DIRECTIONS FOR THIS TASK: The following data needs to be repeated exactly, with all images excluded.

START DATA SHOWN

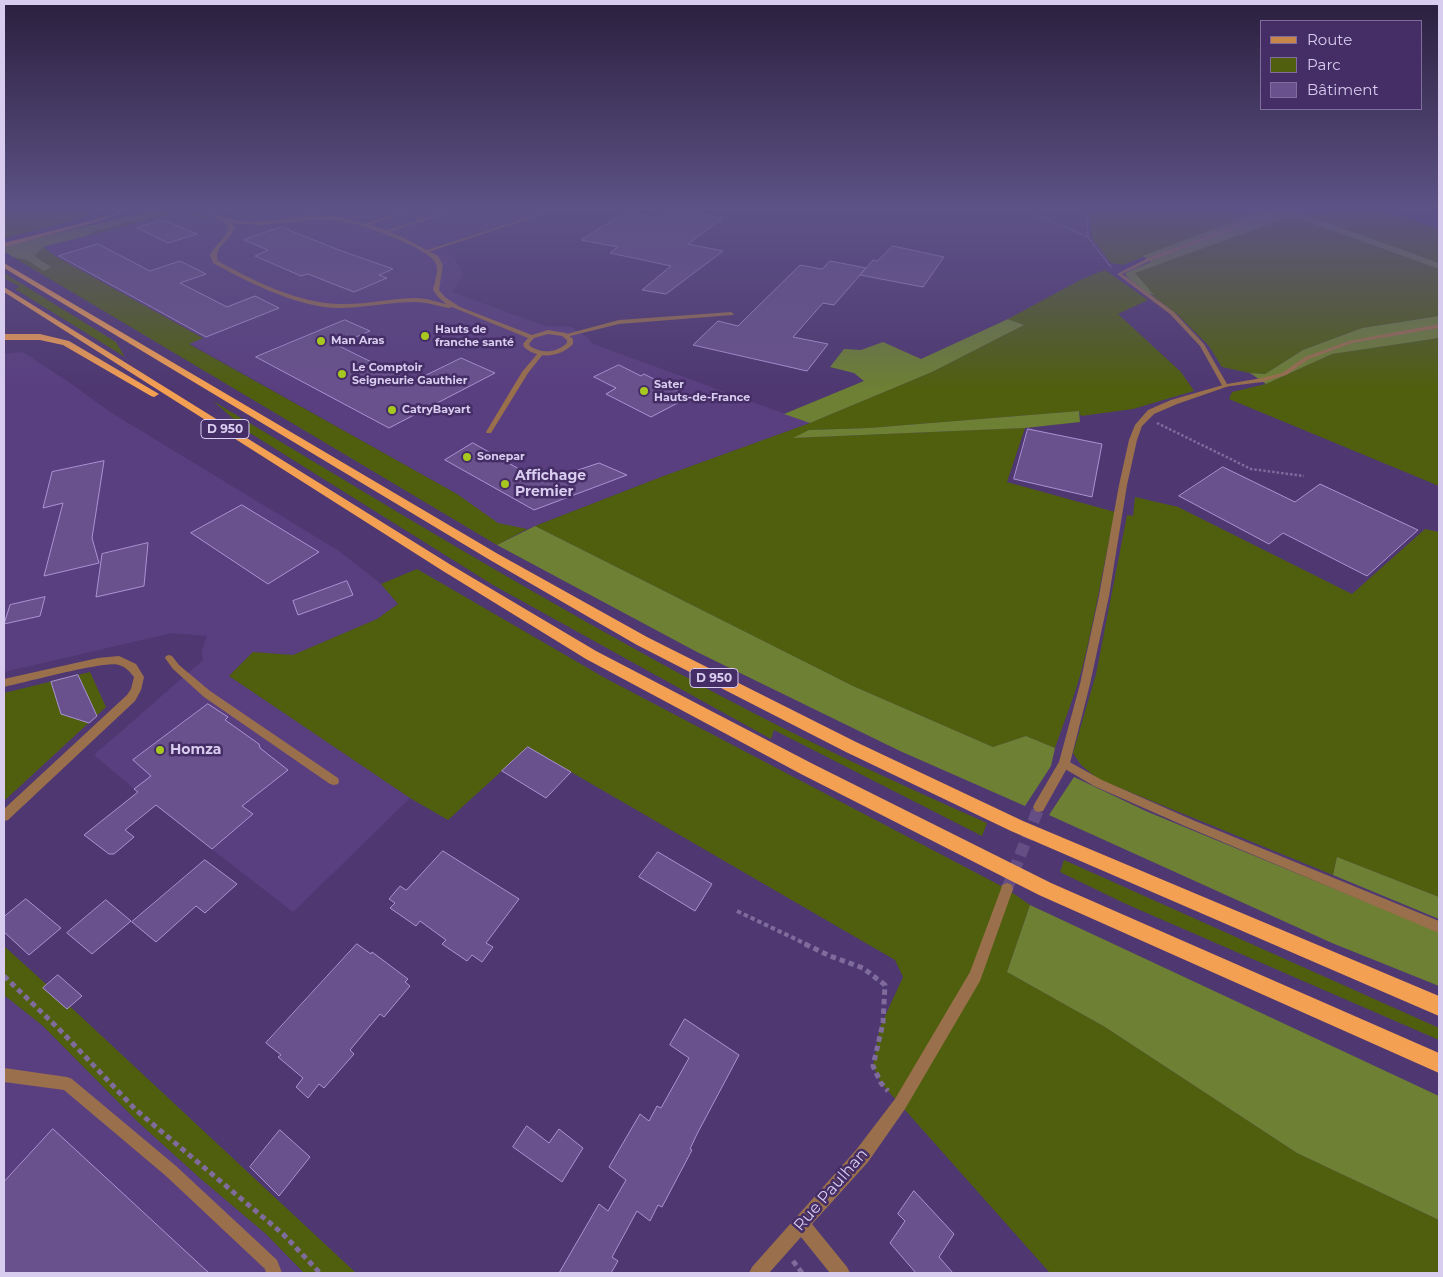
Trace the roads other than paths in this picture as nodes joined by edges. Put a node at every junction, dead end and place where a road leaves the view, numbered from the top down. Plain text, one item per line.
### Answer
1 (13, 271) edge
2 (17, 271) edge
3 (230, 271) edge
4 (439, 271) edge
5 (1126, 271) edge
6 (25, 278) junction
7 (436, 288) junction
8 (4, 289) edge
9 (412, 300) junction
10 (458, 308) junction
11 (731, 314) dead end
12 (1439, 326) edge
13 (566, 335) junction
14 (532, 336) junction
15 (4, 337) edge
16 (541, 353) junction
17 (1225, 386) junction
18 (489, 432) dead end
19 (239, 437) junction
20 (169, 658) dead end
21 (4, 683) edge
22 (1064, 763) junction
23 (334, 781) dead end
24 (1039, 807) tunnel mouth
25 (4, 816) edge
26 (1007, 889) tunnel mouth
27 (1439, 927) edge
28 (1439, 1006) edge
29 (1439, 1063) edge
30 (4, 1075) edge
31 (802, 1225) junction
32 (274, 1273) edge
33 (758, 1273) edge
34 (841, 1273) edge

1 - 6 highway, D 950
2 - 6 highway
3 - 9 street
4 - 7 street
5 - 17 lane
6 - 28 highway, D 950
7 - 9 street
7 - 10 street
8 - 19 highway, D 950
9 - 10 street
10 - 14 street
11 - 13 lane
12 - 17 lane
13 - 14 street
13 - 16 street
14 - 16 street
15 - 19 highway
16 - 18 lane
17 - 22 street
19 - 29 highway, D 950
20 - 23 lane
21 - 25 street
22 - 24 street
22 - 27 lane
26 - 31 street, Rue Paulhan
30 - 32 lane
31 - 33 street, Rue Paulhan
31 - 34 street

END DATA SHOWN

ANSWER TO THIS TASK:
Trace the roads other than paths in this picture as nodes joined by edges. Put a node at every junction, dead end and place where a road leaves the view, numbered from the top down. Plain text, one item per line.
### Answer
1 (13, 271) edge
2 (17, 271) edge
3 (230, 271) edge
4 (439, 271) edge
5 (1126, 271) edge
6 (25, 278) junction
7 (436, 288) junction
8 (4, 289) edge
9 (412, 300) junction
10 (458, 308) junction
11 (731, 314) dead end
12 (1439, 326) edge
13 (566, 335) junction
14 (532, 336) junction
15 (4, 337) edge
16 (541, 353) junction
17 (1225, 386) junction
18 (489, 432) dead end
19 (239, 437) junction
20 (169, 658) dead end
21 (4, 683) edge
22 (1064, 763) junction
23 (334, 781) dead end
24 (1039, 807) tunnel mouth
25 (4, 816) edge
26 (1007, 889) tunnel mouth
27 (1439, 927) edge
28 (1439, 1006) edge
29 (1439, 1063) edge
30 (4, 1075) edge
31 (802, 1225) junction
32 (274, 1273) edge
33 (758, 1273) edge
34 (841, 1273) edge

1 - 6 highway, D 950
2 - 6 highway
3 - 9 street
4 - 7 street
5 - 17 lane
6 - 28 highway, D 950
7 - 9 street
7 - 10 street
8 - 19 highway, D 950
9 - 10 street
10 - 14 street
11 - 13 lane
12 - 17 lane
13 - 14 street
13 - 16 street
14 - 16 street
15 - 19 highway
16 - 18 lane
17 - 22 street
19 - 29 highway, D 950
20 - 23 lane
21 - 25 street
22 - 24 street
22 - 27 lane
26 - 31 street, Rue Paulhan
30 - 32 lane
31 - 33 street, Rue Paulhan
31 - 34 street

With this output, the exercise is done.